There are onions disguised as gentlemen in smoking jackets, as alarm clocks, and there are even onion Mickey Mouses.
But of the hundreds of market stalls crowded into the squares in front of the Swiss parliament, it is still the braided “onion ropes” and wreaths that people come to admire and buy. There is no other market like it in Switzerland.
“I just want to take one home as a souvenir,” says a woman as she shells out SFr12 ($8) for a 12-inch rope.
Flower crown
Each one is a decorative mosaic of special varieties of yellow and red onions, and often garlic bulbs, plaited around strips of straw. They are crowned with delicate bouquets of dried flowers.
Up to 70 tons of onions are still sold each year at the market, even though the stands offering knick-knacks, antiques and mulled wine now outnumber the onion-sellers.
And unlike the wind-up toys and costume jewellery, preparing onion braids for this special occasion is a labour of love.
“I’ve made about 600 onion braids this year and each one by hand,” says Rolf Hediger, who in the same breath on this cold November morning exudes confidence that they will be all gone by the end of the day.

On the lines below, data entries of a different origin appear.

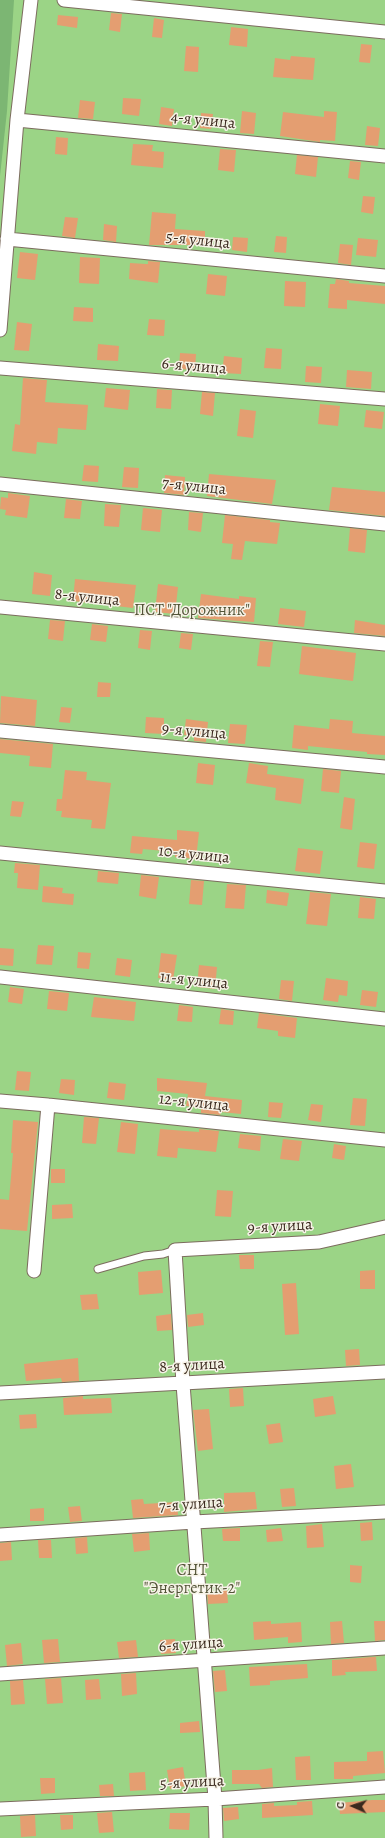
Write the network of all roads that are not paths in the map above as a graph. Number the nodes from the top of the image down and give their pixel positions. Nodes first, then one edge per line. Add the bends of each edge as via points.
1 (31, 0) edge
2 (64, 0) edge
3 (385, 32) edge
4 (17, 120) junction
5 (385, 156) edge
6 (7, 239) junction
7 (385, 276) edge
8 (0, 330) edge
9 (0, 368) edge
10 (385, 399) edge
11 (0, 484) edge
12 (385, 524) edge
13 (0, 607) edge
14 (385, 644) edge
15 (0, 731) edge
16 (385, 767) edge
17 (0, 853) edge
18 (385, 891) edge
19 (0, 977) edge
20 (385, 1019) edge
21 (0, 1101) edge
22 (48, 1105) junction
23 (385, 1140) edge
24 (385, 1227) edge
25 (175, 1250) junction
26 (98, 1269) dead end
27 (34, 1271) dead end
28 (385, 1372) edge
29 (183, 1384) junction
30 (0, 1393) edge
31 (385, 1512) edge
32 (194, 1522) junction
33 (0, 1535) edge
34 (385, 1648) edge
35 (204, 1661) junction
36 (0, 1674) edge
37 (385, 1787) edge
38 (215, 1799) junction
39 (0, 1809) edge
40 (216, 1838) edge

1 - 4 street
2 - 3 street
4 - 5 street, 4-я улица
4 - 6 street
6 - 7 street, 5-я улица
6 - 8 street
9 - 10 street, 6-я улица
11 - 12 street, 7-я улица
13 - 14 street, 8-я улица
15 - 16 street, 9-я улица
17 - 18 street, 10-я улица
19 - 20 street, 11-я улица
21 - 22 street, 12-я улица
22 - 23 street, 12-я улица
22 - 27 street
24 - 25 street, 9-я улица via 319,1242
25 - 26 lane
25 - 29 street
28 - 29 street, 8-я улица
29 - 30 street, 8-я улица
29 - 32 street
31 - 32 street, 7-я улица
32 - 33 street, 7-я улица
32 - 35 street
34 - 35 street, 6-я улица
35 - 36 street, 6-я улица
35 - 38 street
37 - 38 street, 5-я улица
38 - 39 street, 5-я улица
38 - 40 street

Many of the onion sellers, like Hediger, drive in with their produce from the fertile farming region known as “Seeland” in the neighbouring canton of Fribourg.
Dialects add flavour
It’s a bilingual area and listening to the mix of thick French and Swiss-German dialects adds flavour to the whole affair.
Their presence reinforces the widely-held belief that Bern granted them the right to sell their produce each November in the town as an expression of gratitude after they came to the aid of the Bernese following a great fire in the early 15th century.
However, the market is more likely to have originated in the 18th century and was associated with the “Martinmas Fair”, which was held annually in the late autumn.
Tradition
Hediger says the custom goes back in his family about 80 years and he does it because he simply enjoys carrying on the tradition.
As he explains, the onion seeds are planted each spring and harvested by hand at the beginning of August. They are then left to dry for about three weeks.
“I start plaiting them about a month before the market. It’s a lot of work since I have to plait each one by hand.”
Hediger says his grandmother taught him the craft, showing him how to peel away the outer skin in order to reveal the shiny inner layer without ripping it.
Still, he says, half of the harvest has to be discarded due to bruising and unsightly, torn peels.
Market day
It is 5am. The first trains arrive in Bern from all points of the compass. Hediger has hired two helpers to cope with the onslaught; his wife serves up mulled wine, apple punch and pumpkin soup.
Hediger says he wants to pass on the tradition to his young children but worries about the future of the market.
“There are simply not enough people in the region who want to continue because it’s so labour intensive,” he says.
Hediger’s grandmother has her own stand at the other end of the square, as do an aunt and an uncle. The latter claims to sell the longest onion rope at the market – at nearly two metres in length.
The family clearly has a great passion for onions even though, as Hediger confides, few of them can stand the taste!
swissinfo, Dale Bechtel
It is believed to have originated in the 18th century.
Up to 70 tons of onions are sold each year at the market.
It draws thousands of visitors from across the country.
Onion tarts and mulled wine are among the specialities sold at the stalls and in Bern’s cafés on this day.